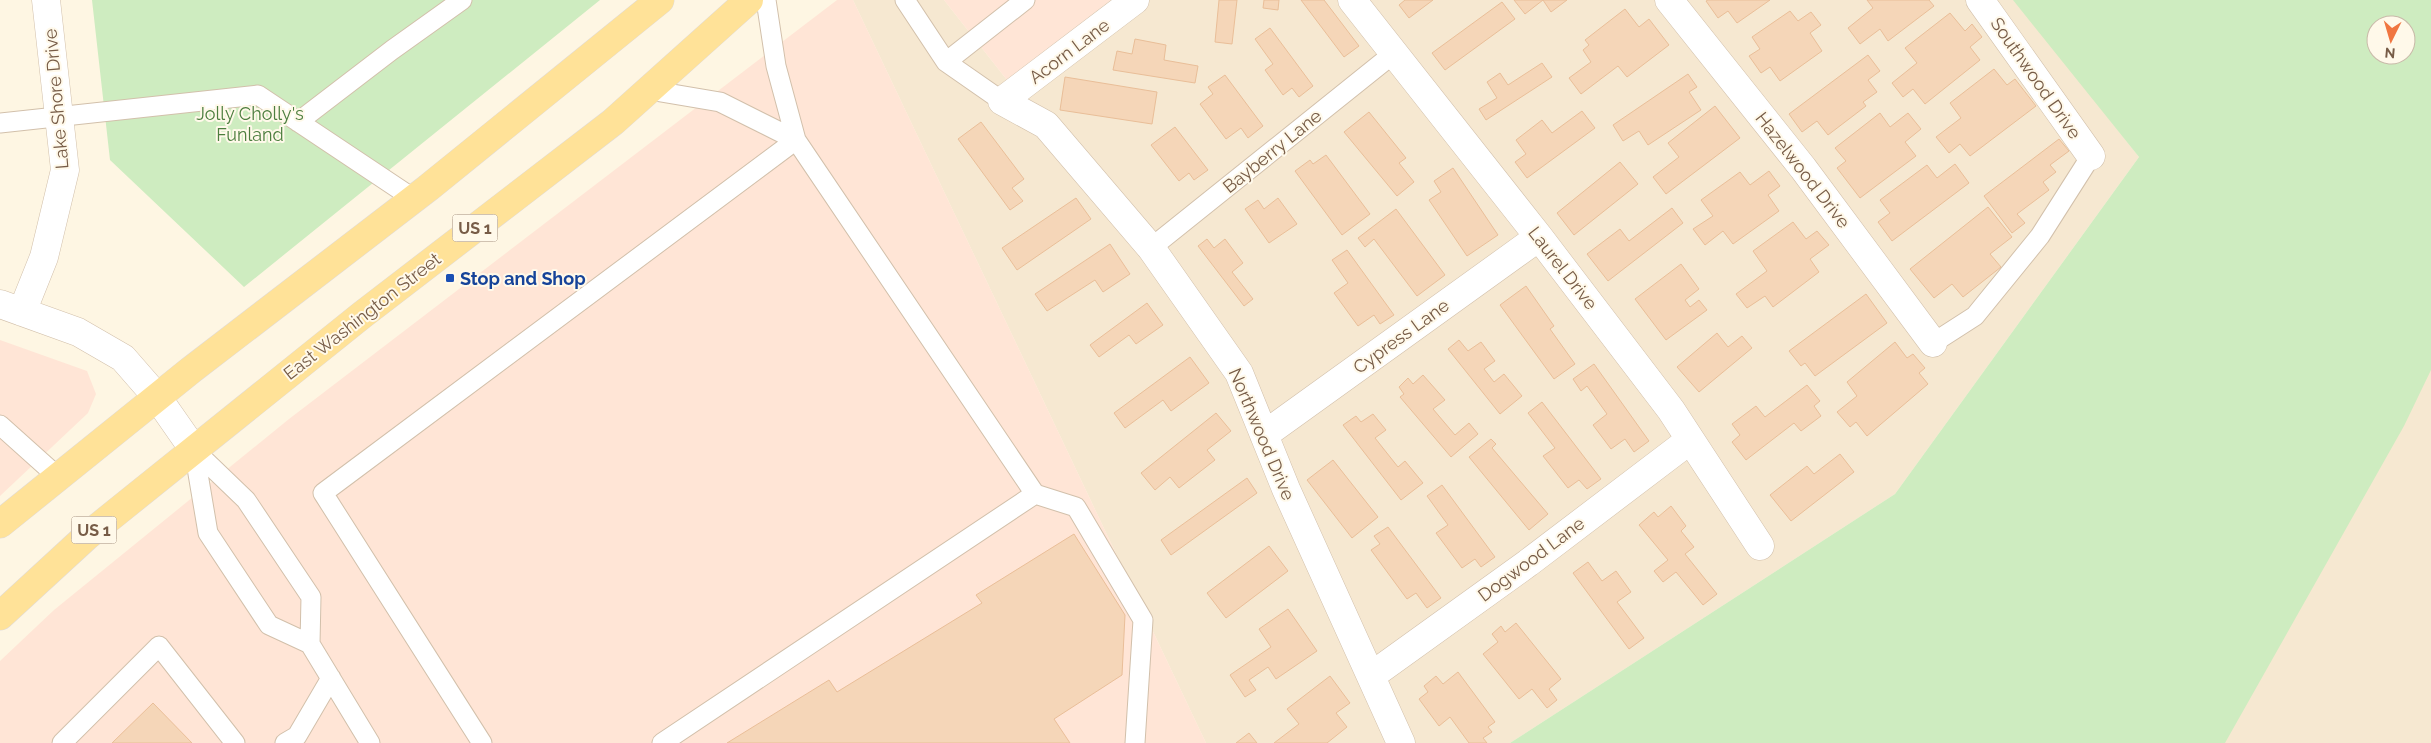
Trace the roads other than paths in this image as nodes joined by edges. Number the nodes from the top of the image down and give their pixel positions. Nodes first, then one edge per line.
1 (46, 0) edge
2 (462, 0) edge
3 (660, 0) edge
4 (749, 0) edge
5 (766, 0) edge
6 (905, 0) edge
7 (1025, 0) edge
8 (1136, 0) edge
9 (1352, 0) edge
10 (1669, 0) edge
11 (1980, 0) edge
12 (1393, 54) junction
13 (946, 62) junction
14 (649, 90) junction
15 (1002, 101) junction
16 (59, 115) junction
17 (298, 122) junction
18 (0, 123) edge
19 (796, 140) junction
20 (2091, 156) joint
21 (414, 199) junction
22 (1539, 237) junction
23 (1151, 248) junction
24 (11, 308) edge
25 (1933, 343) joint
26 (157, 397) junction
27 (0, 425) edge
28 (1264, 435) junction
29 (1690, 440) junction
30 (194, 450) junction
31 (58, 477) junction
32 (1035, 494) junction
33 (0, 524) edge
34 (1760, 546) dead end
35 (0, 616) edge
36 (310, 644) junction
37 (1371, 676) junction
38 (331, 678) junction
39 (62, 743) edge
40 (236, 743) edge
41 (285, 743) edge
42 (370, 743) edge
43 (482, 743) edge
44 (662, 743) edge
45 (1135, 743) edge
46 (1401, 743) edge

1 - 16 street, Lake Shore Drive
2 - 17 lane
3 - 21 main road
4 - 14 main road, East Washington Street / US 1
5 - 19 lane
6 - 13 lane
7 - 13 lane
8 - 15 street, Acorn Lane
9 - 12 street, Laurel Drive
10 - 25 street, Hazelwood Drive
11 - 20 street, Southwood Drive
12 - 22 street, Laurel Drive
12 - 23 lane, Bayberry Lane
13 - 15 lane
14 - 19 lane
14 - 30 main road, East Washington Street / US 1
15 - 23 street, Northwood Drive
16 - 17 lane
16 - 18 lane
16 - 24 street, Lake Shore Drive
17 - 21 lane
19 - 32 lane
19 - 43 lane
20 - 25 lane
21 - 26 main road
22 - 28 street, Cypress Lane
22 - 29 street, Laurel Drive
23 - 28 street, Northwood Drive
24 - 26 street
26 - 30 street
26 - 31 main road
27 - 31 lane
28 - 37 street, Northwood Drive
29 - 34 street, Laurel Drive
29 - 37 street, Dogwood Lane
30 - 35 main road, East Washington Street / US 1
30 - 36 lane
30 - 36 lane
31 - 33 main road
32 - 44 lane
32 - 45 lane
36 - 38 lane
37 - 46 street, Northwood Drive
38 - 41 lane
38 - 42 lane
39 - 40 lane

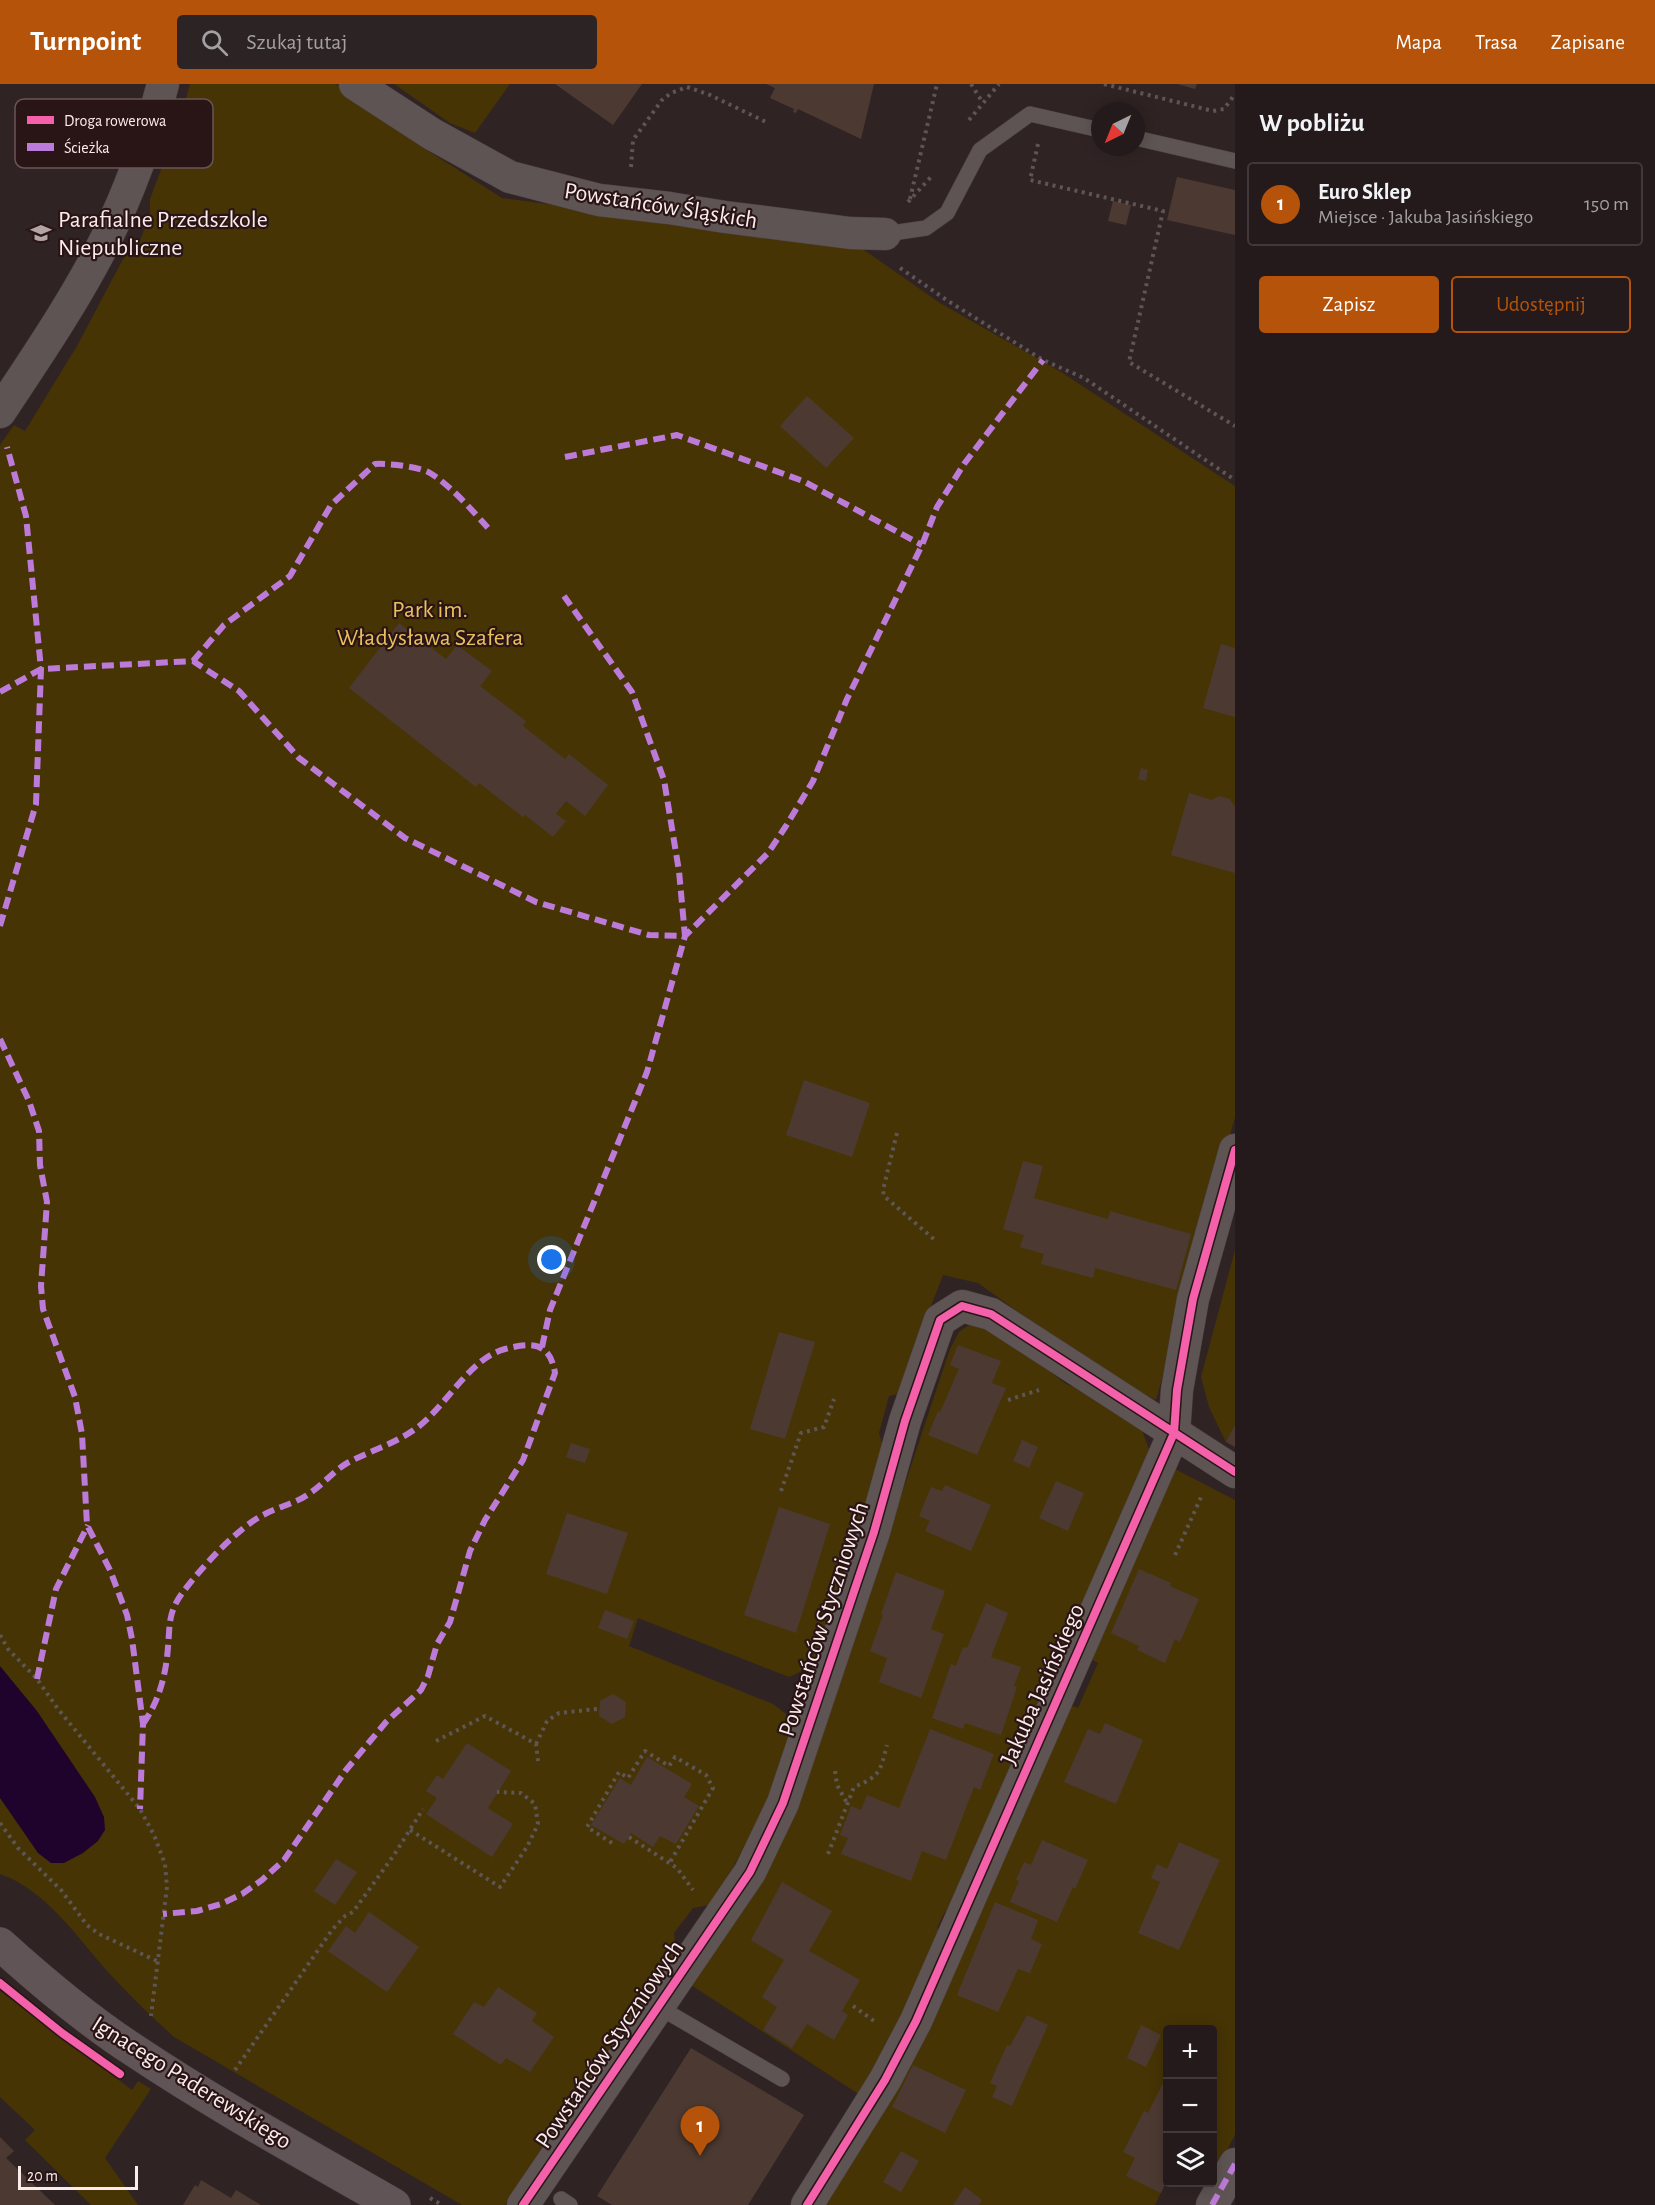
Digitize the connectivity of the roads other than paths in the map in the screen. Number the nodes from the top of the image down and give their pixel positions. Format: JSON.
{"nodes":[{"id":1,"x":163,"y":84,"type":"edge"},
{"id":2,"x":355,"y":84,"type":"edge"},
{"id":3,"x":158,"y":99,"type":"edge"},
{"id":4,"x":1091,"y":128,"type":"edge"},
{"id":5,"x":1145,"y":140,"type":"edge"},
{"id":6,"x":1235,"y":161,"type":"edge"},
{"id":7,"x":135,"y":168,"type":"edge"},
{"id":8,"x":885,"y":234,"type":"joint"},
{"id":9,"x":0,"y":412,"type":"edge"},
{"id":10,"x":1235,"y":1150,"type":"edge"},
{"id":11,"x":1174,"y":1433,"type":"junction"},
{"id":12,"x":1226,"y":1466,"type":"edge"},
{"id":13,"x":0,"y":1944,"type":"edge"},
{"id":14,"x":657,"y":2006,"type":"junction"},
{"id":15,"x":782,"y":2079,"type":"dead end"},
{"id":16,"x":1235,"y":2164,"type":"edge"},
{"id":17,"x":394,"y":2205,"type":"edge"},
{"id":18,"x":523,"y":2205,"type":"edge"},
{"id":19,"x":807,"y":2205,"type":"edge"},
{"id":20,"x":1212,"y":2205,"type":"edge"}],
"edges":[{"from":1,"to":3,"type":"street"},
{"from":2,"to":8,"type":"street","name":"Powstańców Śląskich"},
{"from":4,"to":8,"type":"lane"},
{"from":5,"to":6,"type":"lane"},
{"from":7,"to":9,"type":"street"},
{"from":10,"to":11,"type":"street","name":"Jakuba Jasińskiego"},
{"from":11,"to":12,"type":"street","name":"Powstańców Styczniowych"},
{"from":11,"to":14,"type":"street","name":"Powstańców Styczniowych"},
{"from":11,"to":19,"type":"street","name":"Jakuba Jasińskiego"},
{"from":13,"to":17,"type":"street","name":"Ignacego Paderewskiego"},
{"from":14,"to":15,"type":"lane"},
{"from":14,"to":18,"type":"street","name":"Powstańców Styczniowych"},
{"from":16,"to":20,"type":"street"}]}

======

> TASK STATEMENT: Lines that contain the word "Drive": how many are there in the data? Give the number and nothing else.

> ANSWER FOR THIS EXERCISE: 12